┌─ Material for this task

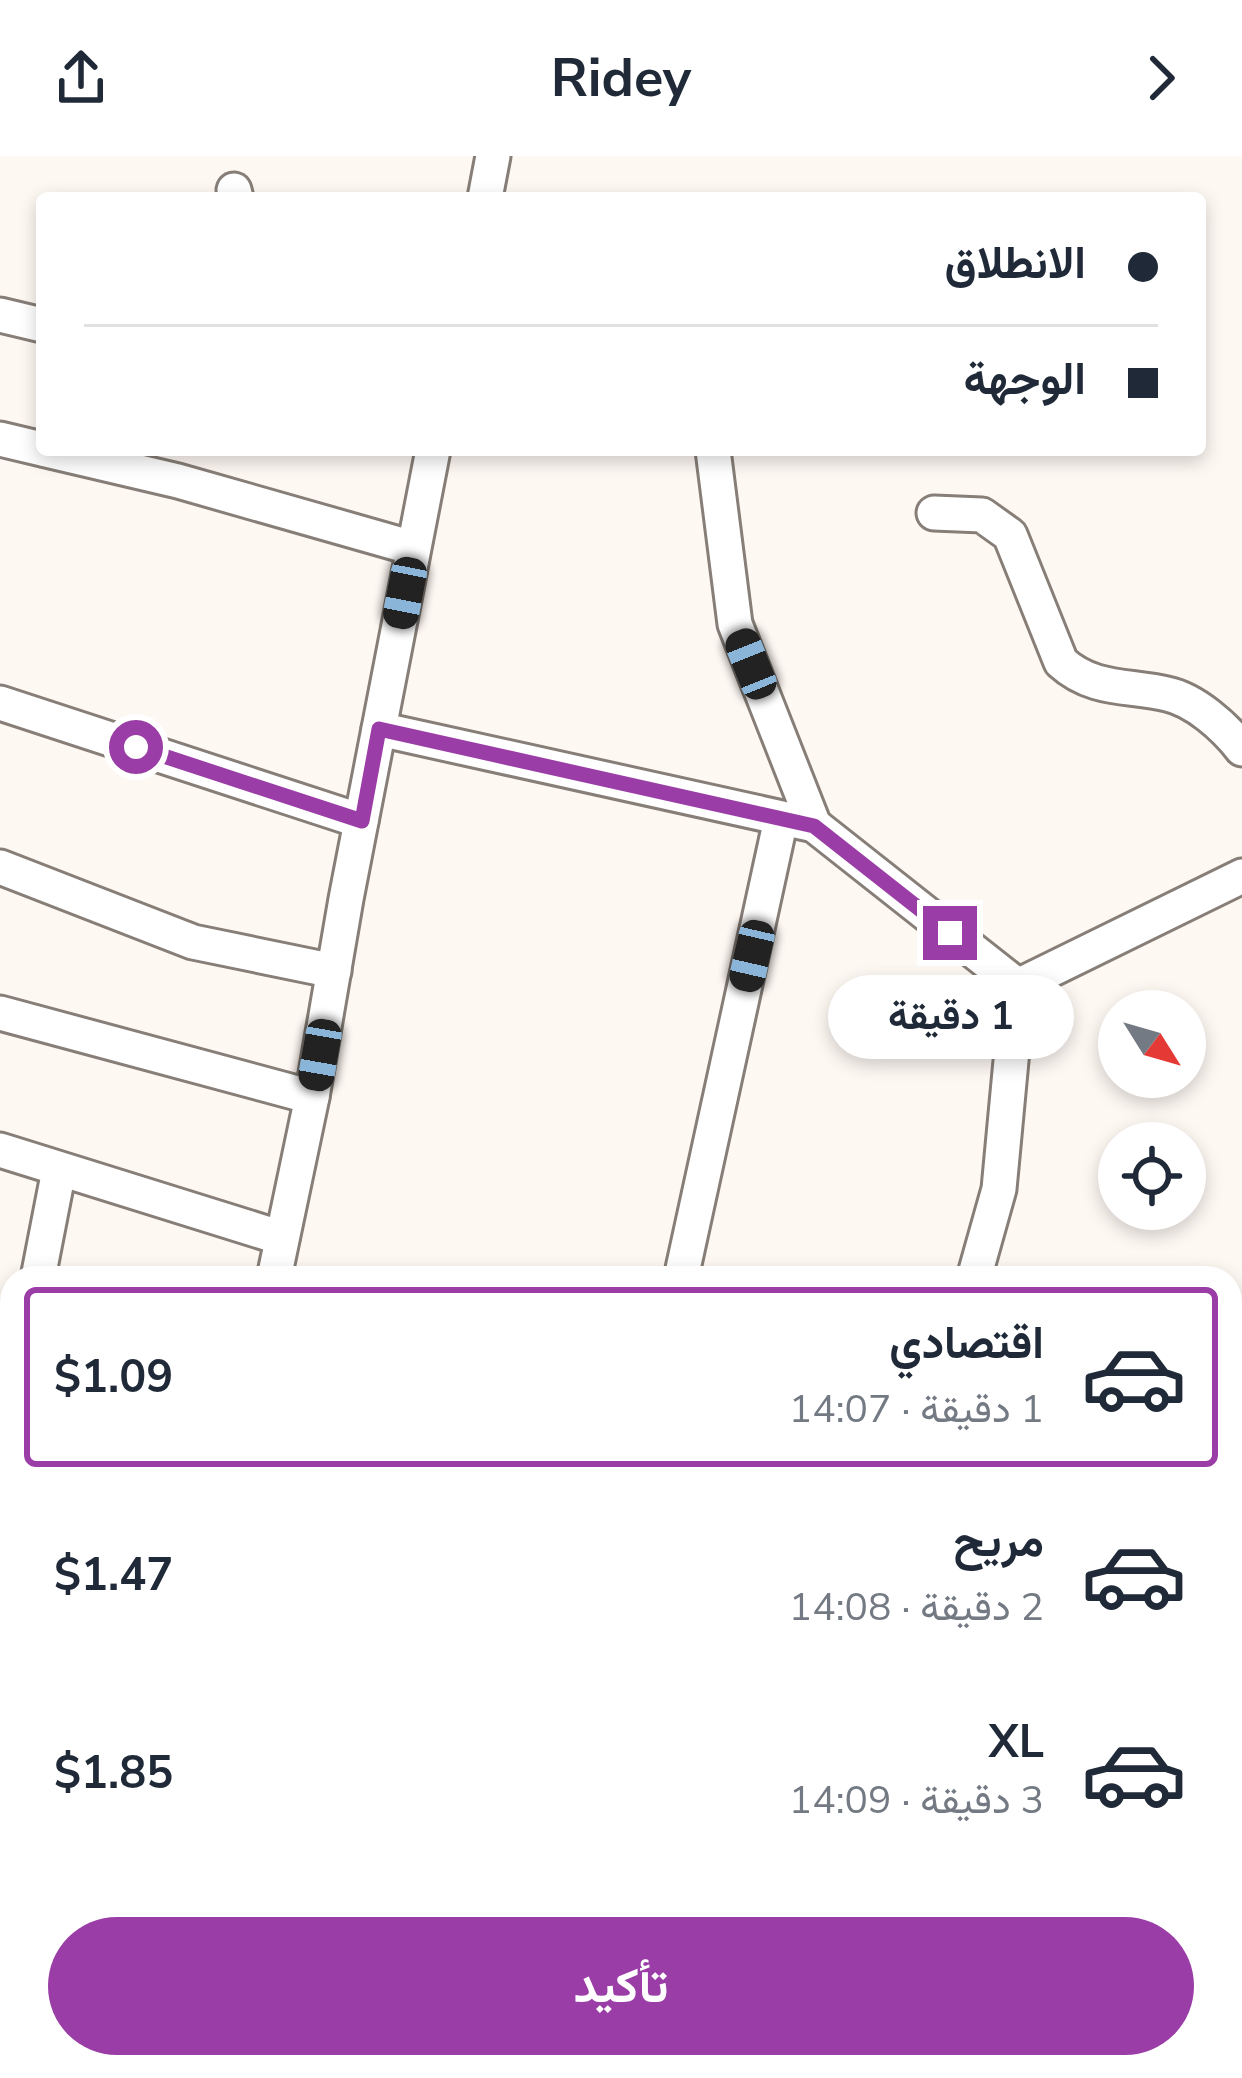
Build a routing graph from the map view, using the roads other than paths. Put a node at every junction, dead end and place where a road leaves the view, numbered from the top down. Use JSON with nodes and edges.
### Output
{"nodes":[{"id":1,"x":493,"y":156,"type":"edge"},
{"id":2,"x":486,"y":192,"type":"edge"},
{"id":3,"x":0,"y":315,"type":"edge"},
{"id":4,"x":36,"y":324,"type":"edge"},
{"id":5,"x":0,"y":440,"type":"edge"},
{"id":6,"x":36,"y":448,"type":"edge"},
{"id":7,"x":70,"y":456,"type":"edge"},
{"id":8,"x":432,"y":456,"type":"edge"},
{"id":9,"x":714,"y":456,"type":"edge"},
{"id":10,"x":934,"y":513,"type":"dead end"},
{"id":11,"x":413,"y":548,"type":"junction"},
{"id":12,"x":0,"y":703,"type":"edge"},
{"id":13,"x":379,"y":729,"type":"junction"},
{"id":14,"x":1242,"y":748,"type":"edge"},
{"id":15,"x":362,"y":821,"type":"junction"},
{"id":16,"x":798,"y":822,"type":"junction"},
{"id":17,"x":0,"y":867,"type":"edge"},
{"id":18,"x":1242,"y":876,"type":"edge"},
{"id":19,"x":334,"y":971,"type":"junction"},
{"id":20,"x":1018,"y":986,"type":"junction"},
{"id":21,"x":0,"y":1013,"type":"edge"},
{"id":22,"x":312,"y":1097,"type":"junction"},
{"id":23,"x":0,"y":1150,"type":"edge"},
{"id":24,"x":59,"y":1170,"type":"junction"},
{"id":25,"x":282,"y":1238,"type":"junction"},
{"id":26,"x":40,"y":1266,"type":"edge"},
{"id":27,"x":276,"y":1266,"type":"edge"},
{"id":28,"x":684,"y":1266,"type":"edge"},
{"id":29,"x":977,"y":1266,"type":"edge"}],
"edges":[{"from":1,"to":2,"type":"street"},
{"from":3,"to":4,"type":"street"},
{"from":5,"to":6,"type":"street"},
{"from":7,"to":11,"type":"street"},
{"from":8,"to":11,"type":"street"},
{"from":9,"to":16,"type":"street"},
{"from":10,"to":14,"type":"street"},
{"from":11,"to":13,"type":"street"},
{"from":12,"to":15,"type":"street"},
{"from":13,"to":15,"type":"street"},
{"from":13,"to":16,"type":"street"},
{"from":15,"to":19,"type":"street"},
{"from":16,"to":20,"type":"street"},
{"from":16,"to":28,"type":"street"},
{"from":17,"to":19,"type":"street"},
{"from":18,"to":20,"type":"street"},
{"from":19,"to":22,"type":"street"},
{"from":20,"to":29,"type":"street"},
{"from":21,"to":22,"type":"street"},
{"from":22,"to":25,"type":"street"},
{"from":23,"to":24,"type":"street"},
{"from":24,"to":25,"type":"street"},
{"from":24,"to":26,"type":"street"},
{"from":25,"to":27,"type":"street"}]}
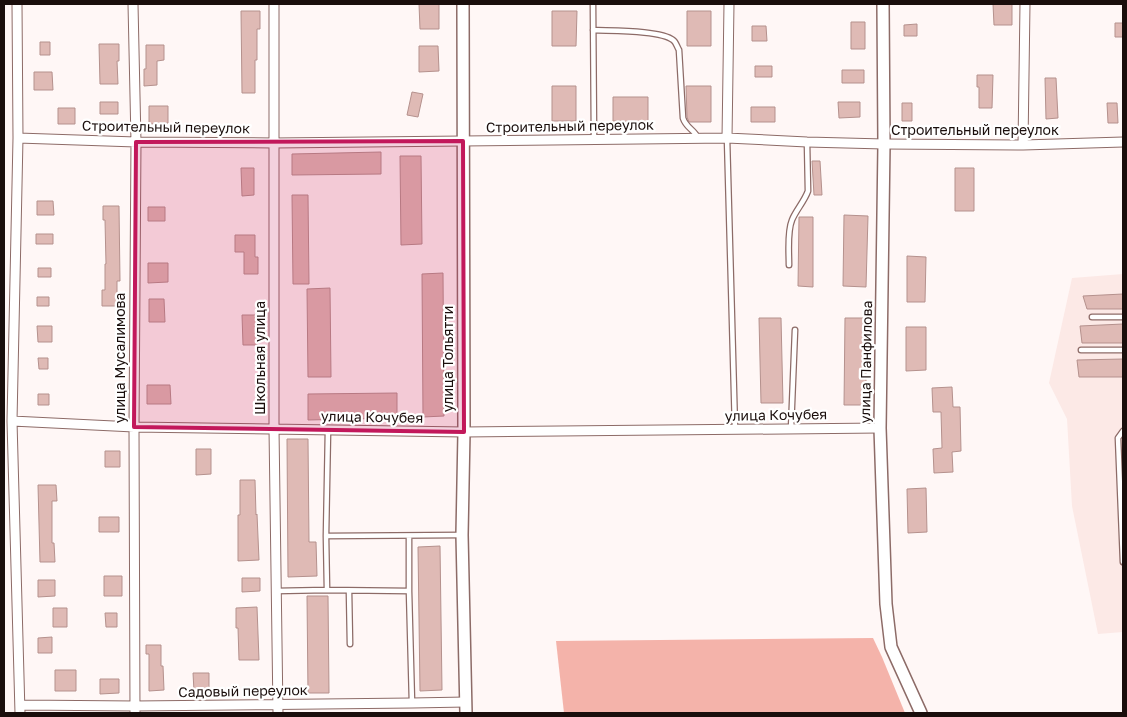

└─

Please set down every line of the listing verbatim, excluding its pictures.

Answer area>
Build a routing graph from the map view, using the roads other than paths. Put a node at every junction, dead end and place where a road leaves the view, numbered from the top down. Use JSON with nodes and edges.
### Output
{"nodes":[{"id":1,"x":493,"y":156,"type":"edge"},
{"id":2,"x":486,"y":192,"type":"edge"},
{"id":3,"x":0,"y":315,"type":"edge"},
{"id":4,"x":36,"y":324,"type":"edge"},
{"id":5,"x":0,"y":440,"type":"edge"},
{"id":6,"x":36,"y":448,"type":"edge"},
{"id":7,"x":70,"y":456,"type":"edge"},
{"id":8,"x":432,"y":456,"type":"edge"},
{"id":9,"x":714,"y":456,"type":"edge"},
{"id":10,"x":934,"y":513,"type":"dead end"},
{"id":11,"x":413,"y":548,"type":"junction"},
{"id":12,"x":0,"y":703,"type":"edge"},
{"id":13,"x":379,"y":729,"type":"junction"},
{"id":14,"x":1242,"y":748,"type":"edge"},
{"id":15,"x":362,"y":821,"type":"junction"},
{"id":16,"x":798,"y":822,"type":"junction"},
{"id":17,"x":0,"y":867,"type":"edge"},
{"id":18,"x":1242,"y":876,"type":"edge"},
{"id":19,"x":334,"y":971,"type":"junction"},
{"id":20,"x":1018,"y":986,"type":"junction"},
{"id":21,"x":0,"y":1013,"type":"edge"},
{"id":22,"x":312,"y":1097,"type":"junction"},
{"id":23,"x":0,"y":1150,"type":"edge"},
{"id":24,"x":59,"y":1170,"type":"junction"},
{"id":25,"x":282,"y":1238,"type":"junction"},
{"id":26,"x":40,"y":1266,"type":"edge"},
{"id":27,"x":276,"y":1266,"type":"edge"},
{"id":28,"x":684,"y":1266,"type":"edge"},
{"id":29,"x":977,"y":1266,"type":"edge"}],
"edges":[{"from":1,"to":2,"type":"street"},
{"from":3,"to":4,"type":"street"},
{"from":5,"to":6,"type":"street"},
{"from":7,"to":11,"type":"street"},
{"from":8,"to":11,"type":"street"},
{"from":9,"to":16,"type":"street"},
{"from":10,"to":14,"type":"street"},
{"from":11,"to":13,"type":"street"},
{"from":12,"to":15,"type":"street"},
{"from":13,"to":15,"type":"street"},
{"from":13,"to":16,"type":"street"},
{"from":15,"to":19,"type":"street"},
{"from":16,"to":20,"type":"street"},
{"from":16,"to":28,"type":"street"},
{"from":17,"to":19,"type":"street"},
{"from":18,"to":20,"type":"street"},
{"from":19,"to":22,"type":"street"},
{"from":20,"to":29,"type":"street"},
{"from":21,"to":22,"type":"street"},
{"from":22,"to":25,"type":"street"},
{"from":23,"to":24,"type":"street"},
{"from":24,"to":25,"type":"street"},
{"from":24,"to":26,"type":"street"},
{"from":25,"to":27,"type":"street"}]}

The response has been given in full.